Malgré ces écueils, Castro a déjà dévoilé les noms de ceux qui composeront son équipe gouvernementale; elle a précisé que lors de la mise en oeuvre de son projet de « socialisme démocratique », elle concentrera ses plus grands efforts sur quatre secteurs : l’éducation, la santé, la sécurité et emploi.
À souligner parmi ses principales annonces le fait que plus d’un million de familles qui vivent dans la pauvreté ne paieront plus de factures de consommation d’énergie : « l’électricité sera gratuite dans leur foyer ».
En outre, un projet de loi sera envoyé au Congrès pour créer une subvention concernant le prix du carburant. De son côté, le ministère de l’Éducation garantira les cours en présentiel en assurant la gratuité des frais d’inscription, des collations scolaires, des vaccins et des masques.
Castro a également juré qu’il n’y aurait plus de permis pour les mines à ciel ouvert ou l’exploitation minière, ni de concessions pour l’exploitation des rivières, des bassins hydrographiques, des parcs nationaux et des forêts humides. L’une de ses promesses de campagne était également de mettre fin aux Zones d’Emploi et de Développement Économique (Zonas de Empleo y Desarrollo Económico ou ZEDES), au motif qu’elles représentent des paradis pour les hommes d’affaires et les trafiquants de drogue.

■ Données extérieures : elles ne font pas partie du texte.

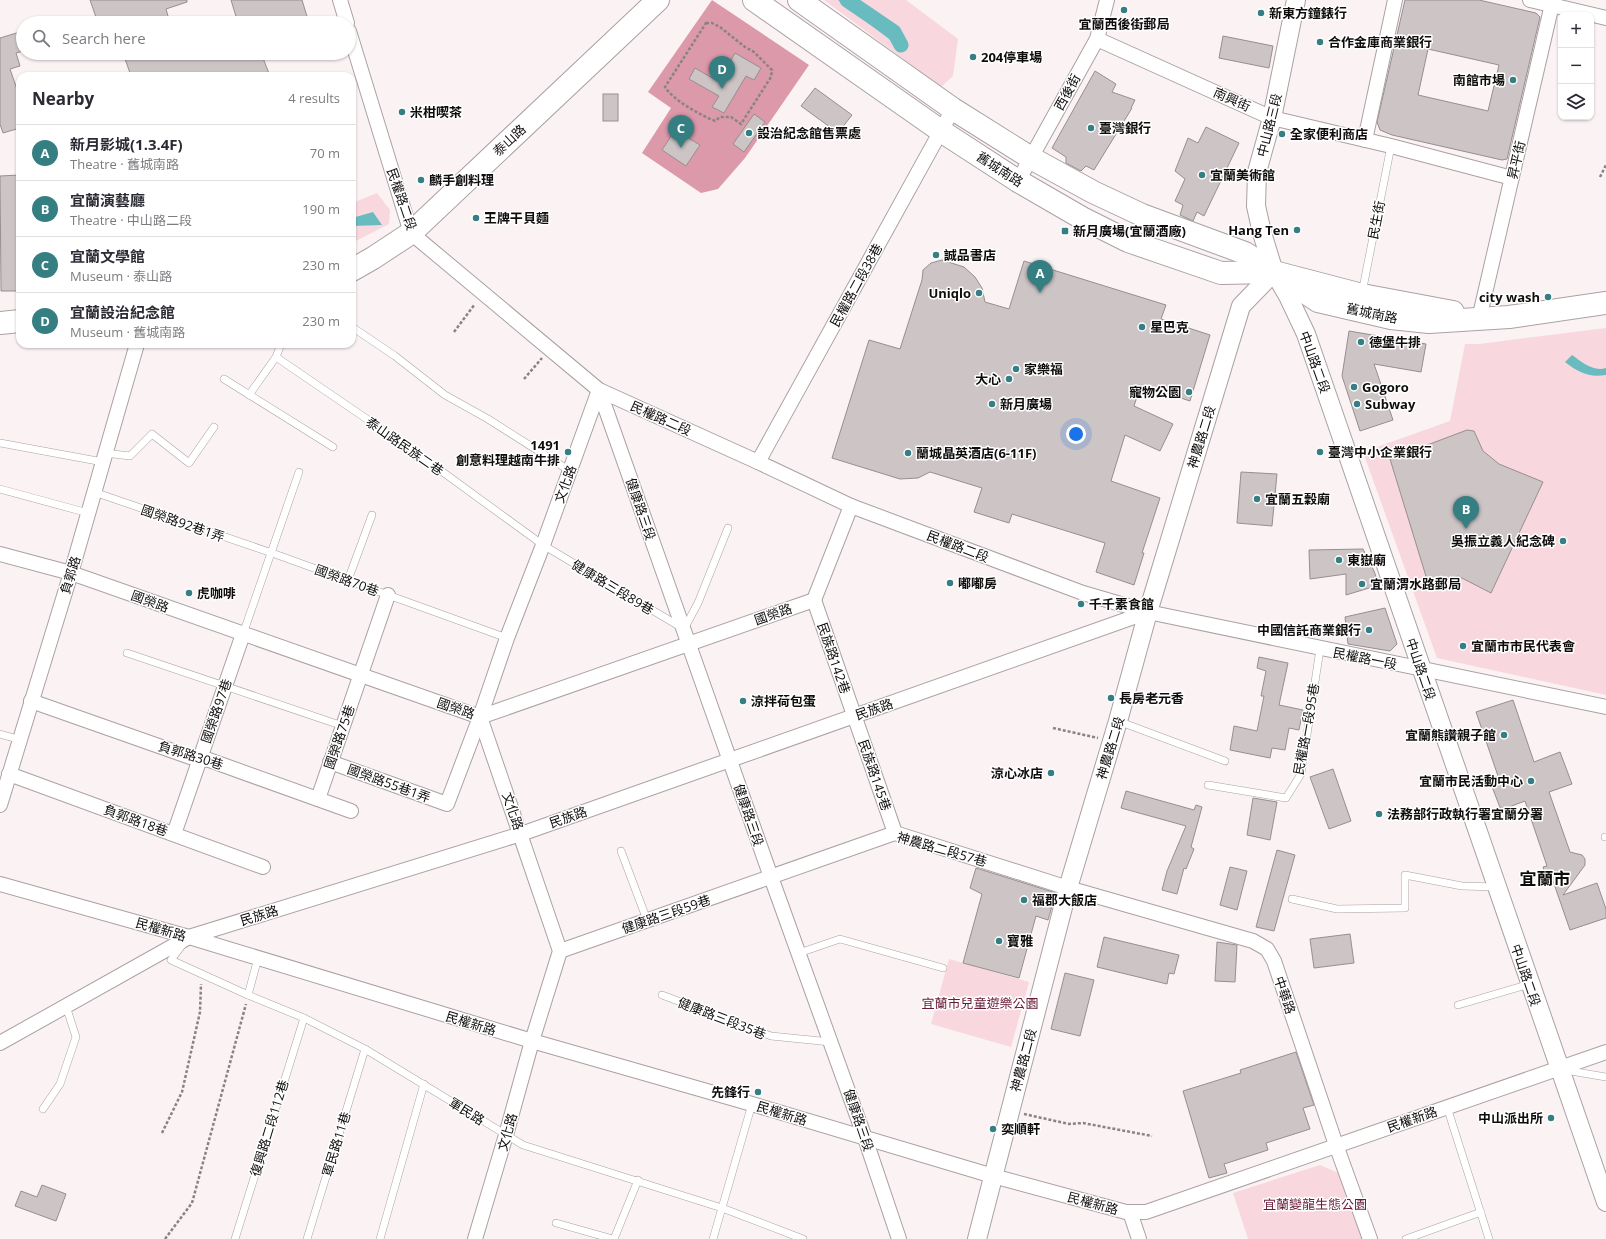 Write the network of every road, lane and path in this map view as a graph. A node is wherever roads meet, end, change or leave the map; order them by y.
1 (340, 0) edge
2 (658, 0) edge
3 (754, 0) edge
4 (799, 0) edge
5 (1107, 0) edge
6 (1296, 0) edge
7 (1395, 0) edge
8 (1530, 0) edge
9 (1552, 2) edge
10 (345, 16) edge
11 (1606, 18) edge
12 (1097, 38) junction
13 (356, 54) edge
14 (760, 94) joint
15 (953, 109) junction
16 (1272, 118) junction
17 (941, 131) junction
18 (1365, 140) junction
19 (1391, 146) junction
20 (1030, 158) junction
21 (1606, 165) edge
22 (1600, 177) dead end
23 (1512, 178) junction
24 (1018, 181) junction
25 (411, 233) junction
26 (356, 268) edge
27 (1274, 272) junction
28 (484, 294) junction
29 (1362, 295) junction
30 (1606, 303) edge
31 (1479, 319) junction
32 (0, 322) edge
33 (16, 322) edge
34 (356, 330) edge
35 (454, 332) dead end
36 (136, 348) edge
37 (279, 348) edge
38 (550, 349) junction
39 (276, 357) junction
40 (224, 379) dead end
41 (524, 379) dead end
42 (599, 390) junction
43 (249, 395) junction
44 (214, 427) dead end
45 (0, 443) edge
46 (333, 447) dead end
47 (104, 458) junction
48 (758, 462) junction
49 (570, 471) junction
50 (299, 472) dead end
51 (0, 489) edge
52 (94, 492) junction
53 (851, 506) junction
54 (88, 513) junction
55 (372, 515) dead end
56 (728, 528) dead end
57 (543, 545) junction
58 (272, 553) junction
59 (0, 554) edge
60 (71, 573) junction
61 (348, 580) junction
62 (388, 595) junction
63 (814, 600) junction
64 (1148, 612) junction
65 (684, 629) junction
66 (243, 634) junction
67 (508, 638) junction
68 (689, 643) junction
69 (1320, 649) junction
70 (127, 653) dead end
71 (1421, 669) junction
72 (360, 675) junction
73 (225, 685) junction
74 (31, 700) junction
75 (1606, 707) edge
76 (854, 716) junction
77 (480, 717) junction
78 (1118, 721) junction
79 (343, 726) junction
80 (1053, 728) dead end
81 (0, 734) edge
82 (21, 740) junction
83 (1112, 741) junction
84 (200, 758) junction
85 (730, 760) junction
86 (330, 762) junction
87 (1225, 762) dead end
88 (10, 774) junction
89 (1208, 785) dead end
90 (318, 799) junction
91 (0, 805) edge
92 (351, 811) dead end
93 (895, 833) junction
94 (174, 834) junction
95 (521, 834) junction
96 (621, 851) dead end
97 (263, 866) dead end
98 (771, 877) junction
99 (0, 884) edge
100 (1496, 887) junction
101 (1068, 888) junction
102 (1292, 899) dead end
103 (647, 920) junction
104 (189, 937) junction
105 (560, 951) junction
106 (799, 953) junction
107 (258, 958) junction
108 (943, 968) dead end
109 (202, 974) junction
110 (1530, 984) junction
111 (248, 995) junction
112 (662, 995) dead end
113 (1458, 1005) dead end
114 (66, 1006) junction
115 (304, 1018) junction
116 (532, 1041) junction
117 (831, 1042) junction
118 (0, 1043) edge
119 (365, 1049) junction
120 (1606, 1052) edge
121 (1559, 1068) junction
122 (1606, 1077) edge
123 (424, 1084) junction
124 (752, 1104) junction
125 (1447, 1107) junction
126 (43, 1109) dead end
127 (1010, 1111) junction
128 (162, 1133) dead end
129 (506, 1135) junction
130 (1152, 1136) dead end
131 (865, 1138) junction
132 (1336, 1145) junction
133 (993, 1176) junction
134 (638, 1180) junction
135 (1606, 1202) edge
136 (722, 1208) junction
137 (1130, 1212) junction
138 (1481, 1212) junction
139 (556, 1223) dead end
140 (165, 1239) edge
141 (235, 1239) edge
142 (307, 1239) edge
143 (380, 1239) edge
144 (475, 1239) edge
145 (613, 1239) edge
146 (713, 1239) edge
147 (803, 1239) edge
148 (899, 1239) edge
149 (977, 1239) edge
150 (1138, 1239) edge
151 (1370, 1239) edge
152 (1406, 1239) edge
153 (1489, 1239) edge

1 - 10 street
2 - 25 main road, 泰山路
3 - 17 main road, 舊城南路
4 - 15 main road, 舊城南路
5 - 12 street, 西後街
6 - 16 street, 中山路三段
7 - 18 street
8 - 9 street
9 - 11 street
9 - 23 street, 昇平街
12 - 16 street, 南興街
12 - 20 street, 西後街
13 - 25 street, 民權路二段
14 - 14 path
15 - 17 street, 民權路二段38巷
15 - 20 main road, 舊城南路
16 - 18 street, 南興街
16 - 27 street, 中山路三段
17 - 24 main road, 舊城南路
17 - 48 street, 民權路二段38巷
18 - 19 street, 南興街
19 - 23 street, 南興街
19 - 29 lane, 民生街
20 - 24 street, 西後街
20 - 27 main road, 舊城南路
21 - 22 path
23 - 31 street, 昇平街
24 - 27 main road, 舊城南路
25 - 26 main road, 泰山路
25 - 28 street, 民權路二段
27 - 29 main road, 舊城南路
27 - 31 main road, 舊城南路
27 - 64 street, 神農路二段
27 - 71 street, 中山路二段
28 - 35 path
28 - 38 street, 民權路二段
29 - 31 main road, 舊城南路
30 - 31 main road, 舊城南路
32 - 33 main road
34 - 49 lane
36 - 47 street, 負郭路
37 - 39 lane
38 - 41 path
38 - 42 street, 民權路二段
39 - 43 lane
39 - 57 lane, 泰山路民族二巷
40 - 43 lane
42 - 48 street, 民權路二段
42 - 49 street, 文化路
42 - 65 street, 健康路三段
43 - 46 lane
44 - 47 lane
45 - 47 lane
47 - 52 street, 負郭路
48 - 53 street, 民權路二段
49 - 57 street, 文化路
50 - 58 lane
51 - 54 lane
52 - 54 street, 負郭路
52 - 58 lane, 國榮路92巷1弄
53 - 63 street
53 - 64 street, 民權路二段
54 - 60 street, 負郭路
55 - 61 lane
56 - 65 lane
57 - 65 lane, 健康路三段89巷
57 - 67 street, 文化路
58 - 61 lane, 國榮路70巷
58 - 66 lane
59 - 60 street, 國榮路
60 - 66 street, 國榮路
60 - 74 street, 負郭路
61 - 62 lane, 國榮路70巷
62 - 67 lane
62 - 72 street, 國榮路70巷
63 - 68 street, 國榮路
63 - 76 street, 民族路142巷
64 - 69 street, 民權路一段
64 - 76 street, 民族路
64 - 78 street, 神農路二段
65 - 68 street, 健康路三段
66 - 72 street, 國榮路
66 - 73 street, 國榮路97巷
67 - 77 street, 文化路
68 - 77 street, 國榮路
68 - 85 street, 健康路三段
69 - 71 street, 民權路一段
69 - 89 lane, 民權路一段95巷
70 - 73 lane
71 - 75 street, 民權路一段
71 - 100 street, 中山路二段
72 - 77 street, 國榮路
72 - 79 street, 國榮路75巷
73 - 79 lane
73 - 84 street, 國榮路97巷
74 - 82 street, 負郭路
74 - 84 street, 負郭路30巷
76 - 85 street, 民族路
76 - 93 street, 民族路145巷
77 - 86 street, 國榮路55巷1弄
77 - 95 street, 文化路
78 - 83 street, 神農路二段
78 - 87 lane
79 - 86 street, 國榮路75巷
80 - 83 path
81 - 82 lane
82 - 88 street, 負郭路
83 - 101 street, 神農路二段
84 - 90 street, 負郭路30巷
84 - 94 street, 國榮路97巷
85 - 95 street, 民族路
85 - 98 street, 健康路三段
86 - 90 street, 國榮路75巷
88 - 91 street, 負郭路
88 - 94 street, 負郭路18巷
90 - 92 street, 負郭路30巷
93 - 98 street, 神農路二段57巷
93 - 101 street, 神農路二段57巷
94 - 97 street, 負郭路18巷
95 - 104 street, 民族路
95 - 105 street, 文化路
96 - 103 lane
98 - 103 street, 健康路三段59巷
98 - 106 street, 健康路三段
99 - 104 street, 民權新路
100 - 102 lane
100 - 110 street, 中山路二段
101 - 127 street, 神農路二段
101 - 132 street, 中華路
103 - 105 street, 健康路三段59巷
104 - 107 street, 民權新路
104 - 109 lane, 軍民路
104 - 114 street, 民族路
105 - 116 street, 文化路
106 - 108 lane
106 - 117 street, 健康路三段
107 - 111 lane
107 - 116 street, 民權新路
109 - 111 lane, 軍民路
109 - 128 path
110 - 113 lane
110 - 121 street, 中山路二段
111 - 115 lane, 軍民路
111 - 140 path
112 - 117 lane, 健康路三段35巷
114 - 118 street, 民族路
114 - 126 lane
115 - 119 lane, 軍民路
115 - 141 lane, 復興路二段112巷
116 - 124 street, 民權新路
116 - 129 street, 文化路
117 - 131 street, 健康路三段
119 - 123 lane, 軍民路
119 - 142 lane, 軍民路11巷
120 - 121 street, 民權新路
121 - 122 lane
121 - 125 street, 民權新路
121 - 135 street, 中山路二段
123 - 129 lane, 軍民路
123 - 143 lane
124 - 131 street, 民權新路
124 - 136 lane
125 - 132 street, 民權新路
125 - 138 lane
127 - 130 path
127 - 133 street, 神農路二段
129 - 134 lane, 軍民路
129 - 144 street, 文化路
131 - 133 street, 民權新路
131 - 148 street, 健康路三段
132 - 137 street, 民權新路
132 - 151 street, 中華路
133 - 137 street, 民權新路
133 - 149 street, 神農路二段
134 - 136 lane, 軍民路
134 - 145 lane
136 - 146 lane
136 - 147 lane, 軍民路
137 - 150 street
138 - 152 lane
138 - 153 lane
139 - 145 lane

Seul le temps nous dira si Castro peut relever les défis qui l’attendent. La situation actuelle du pays, sévèrement touché par la Covid-19, représente un défi majeur. Avec des niveaux de pauvreté qui atteignaient déjà 74% avant la pandémie (et jusqu’à 82% en milieu rural), le Honduras est l’un des pays d’Amérique centrale qui compte le plus grand nombre de populations vulnérables.